La mirada del francés pareció iluminarse y comenzó a jugar con su bigote mientras escuchaba. Saqué una pequeña piedra de mi bolsillo y la puse sobre la mesa. Fraçois la tomó y la observó con detenimiento mientras asentía con la cabeza.
¡Son aun mejores de lo que pensé! Mi esposa y mis hijas estarán muy contentas. ¿Cuál es su precio?
Oscila entre los 40 y 50 mil escudos por pieza, pero si está dispuesto a llevarse más de dos podemos dejarle cada pieza en 35 mil -dije con la voz más grave y seca que pude encontrar en mi garganta mientras me apuraba el resto de la cerveza de un solo trago.
El francés se levantó de su silla y dio un aplauso.
Me llevo seis. Los quisiera para el fin de la semana, ¿es eso posible?
Disimulamos lo mejor que pudimos nuestro entusiasmo y le dijimos que lo veríamos el viernes en la noche en punto de las ocho en el café Marinho. Nos despedimos, él volvió a su habitación y Fábio y yo echamos a correr al malecón.
 Nuestros gritos fueron tales que logramos espantar a todas las palomas que descansaban, nos abrazamos y bajamos a la playa a celebrar.
Hace tres semanas había visto un anuncio en el periódico sobre un barco que zarparía dentro de dos meses rumbo a Nueva Guinea. Tenía ya suficiente dinero ahorrado para comprar dos boletos y sabía que podría sobrevivir un par de años sin tener que hacer nada. La mañana antes de ver a Fábio y a François, me dirigí al puerto a comprarlos. Dos boletos en camarote de primera clase. Ahora con la compra del francés, Belem y yo podríamos vivir como reyes en ese paraíso del que solo sabía el nombre.
Toda esa semana estuvimos ocupados en pulir y limpiar los diamantes de cualquier imperfección. Aún nos sobraban unos cuantos de nuestro último viaje, sobrarían algunos para cuando me fuera. La noche del viernes llegó. El francés había llegado antes que nosotros al café. Nos sentamos, pedimos tres vasos de vino y realizamos la transacción con gran éxito. Él se marchó. Fábio y yo nos quedamos a beber un rato más para celebrar. A las 11 llegué con Belem.

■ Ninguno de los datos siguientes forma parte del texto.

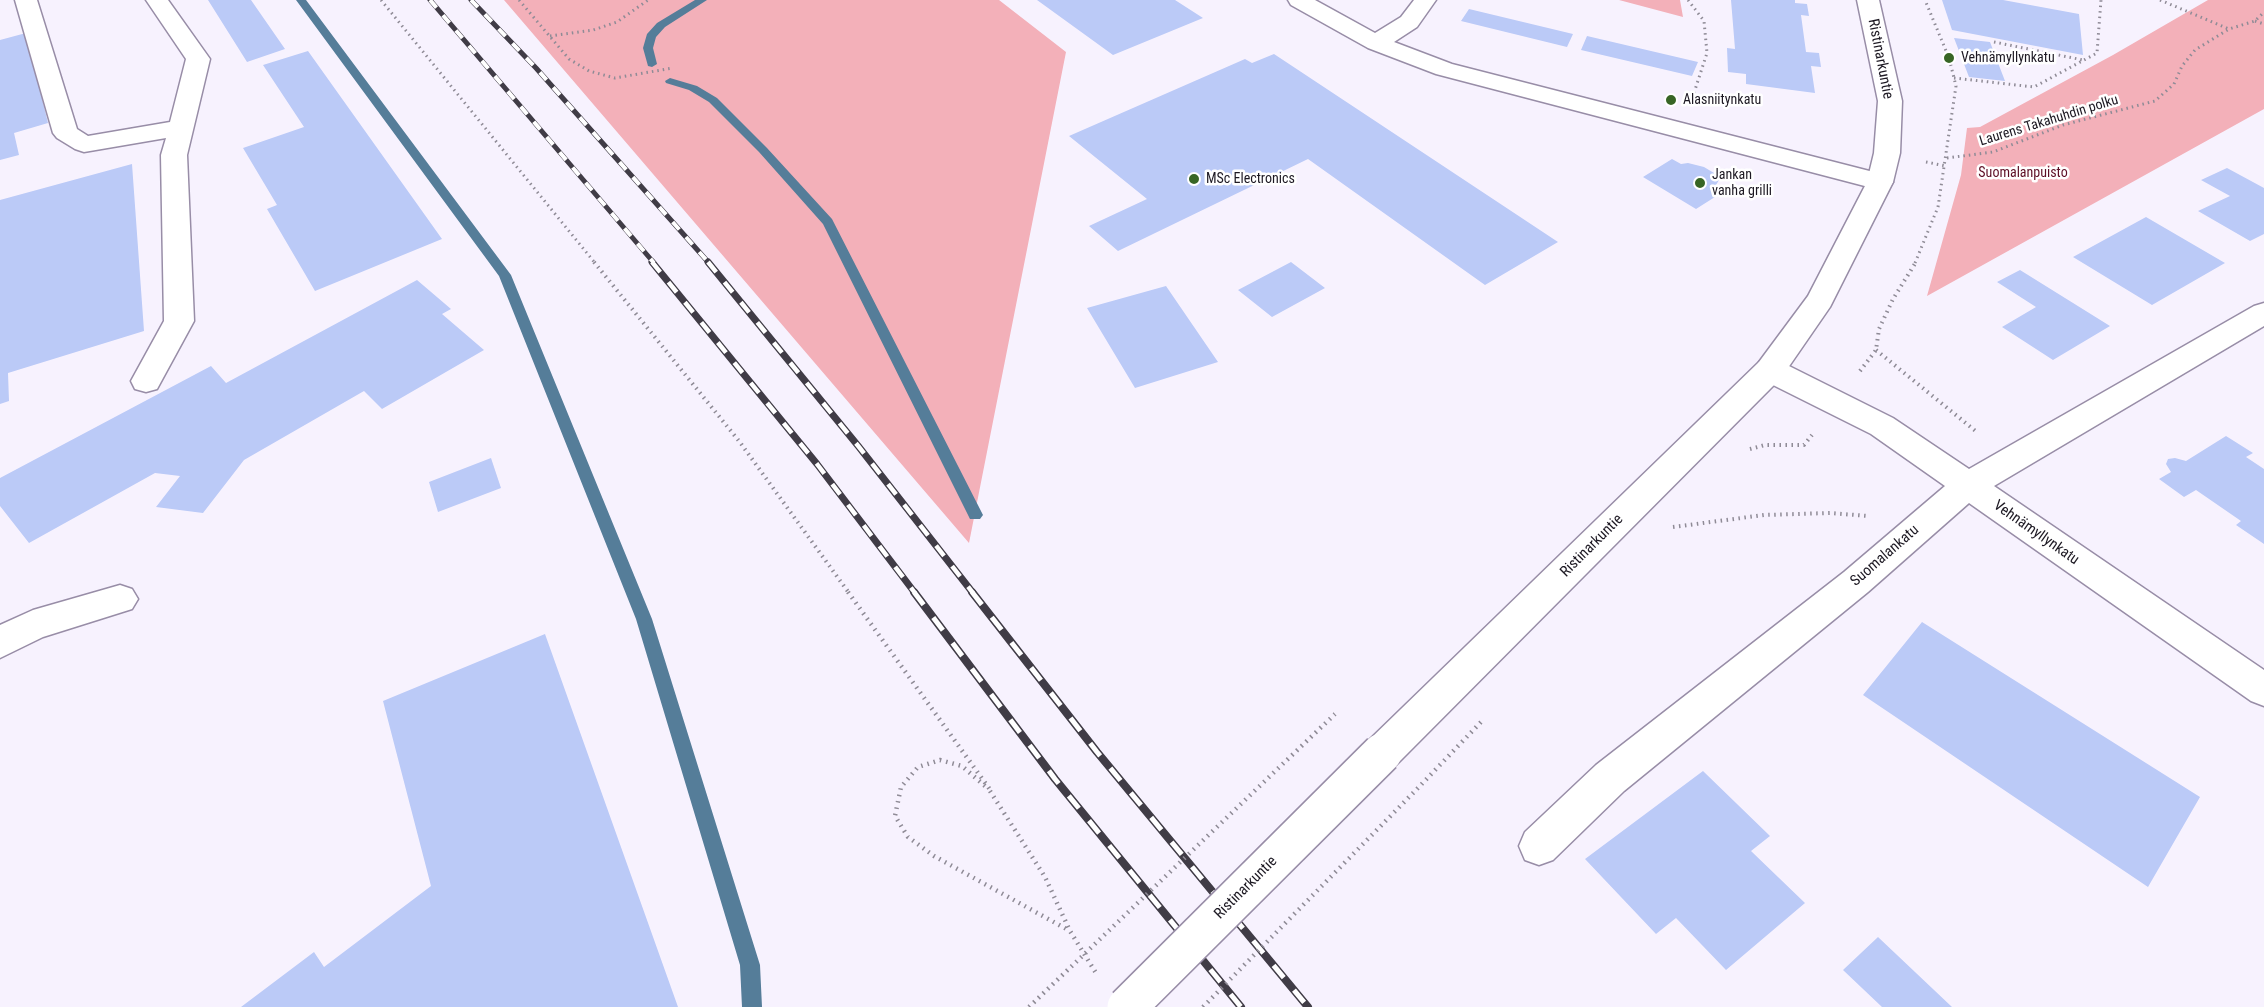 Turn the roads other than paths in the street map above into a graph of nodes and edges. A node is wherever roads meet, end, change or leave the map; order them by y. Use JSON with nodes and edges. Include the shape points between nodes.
{"nodes":[{"id":1,"x":11,"y":0,"type":"edge"},
{"id":2,"x":26,"y":0,"type":"edge"},
{"id":3,"x":157,"y":0,"type":"edge"},
{"id":4,"x":1299,"y":0,"type":"edge"},
{"id":5,"x":1425,"y":0,"type":"edge"},
{"id":6,"x":1868,"y":0,"type":"edge"},
{"id":7,"x":0,"y":3,"type":"edge"},
{"id":8,"x":1377,"y":43,"type":"junction"},
{"id":9,"x":181,"y":128,"type":"junction"},
{"id":10,"x":1880,"y":182,"type":"junction"},
{"id":11,"x":2264,"y":313,"type":"edge"},
{"id":12,"x":1770,"y":370,"type":"junction"},
{"id":13,"x":146,"y":381,"type":"dead end"},
{"id":14,"x":1969,"y":485,"type":"junction"},
{"id":15,"x":120,"y":599,"type":"dead end"},
{"id":16,"x":0,"y":644,"type":"edge"},
{"id":17,"x":2264,"y":690,"type":"edge"},
{"id":18,"x":1539,"y":846,"type":"dead end"},
{"id":19,"x":1127,"y":1007,"type":"edge"}],
"edges":[{"from":1,"to":7,"type":"street"},
{"from":2,"to":9,"type":"street","via":[[66,133],[84,144]]},
{"from":3,"to":9,"type":"street","via":[[198,59]]},
{"from":4,"to":8,"type":"street"},
{"from":5,"to":8,"type":"street","via":[[1409,22]]},
{"from":6,"to":10,"type":"street","name":"Ristinarkuntie","via":[[1890,101],[1887,153]]},
{"from":8,"to":10,"type":"street","via":[[1471,77]]},
{"from":9,"to":13,"type":"street","via":[[174,155],[179,321]]},
{"from":10,"to":12,"type":"street","name":"Ristinarkuntie","via":[[1820,300]]},
{"from":11,"to":14,"type":"street","name":"Suomalankatu"},
{"from":12,"to":14,"type":"street","name":"Vehnämyllynkatu","via":[[1882,426]]},
{"from":12,"to":19,"type":"street","name":"Ristinarkuntie","bridge":true},
{"from":14,"to":17,"type":"street","name":"Vehnämyllynkatu"},
{"from":14,"to":18,"type":"street","name":"Suomalankatu","via":[[1856,582],[1610,778]]},
{"from":15,"to":16,"type":"street","via":[[33,625]]}]}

Tu amigo nos ha comprado una buena cantidad. Quiero que vayas haciendo tus maletas, sólo lleva lo indispensable o lo que tenga gran valor para ti. Nos vamos a Papúa en diez días –le dije después de habernos revolcado largo rato.
¡¿A Papúa?! Ni siquiera sé donde está eso.
Es una isla que está casi por donde acaba el mundo. No sé qué haya ahí, pero vamos a vivir como reyes, yo voy a cuidar de ti para siempre –apenas tuve tiempo de contestarle, ya tenía sus labios sobre los míos y sus piernas enredadas en mi cintura.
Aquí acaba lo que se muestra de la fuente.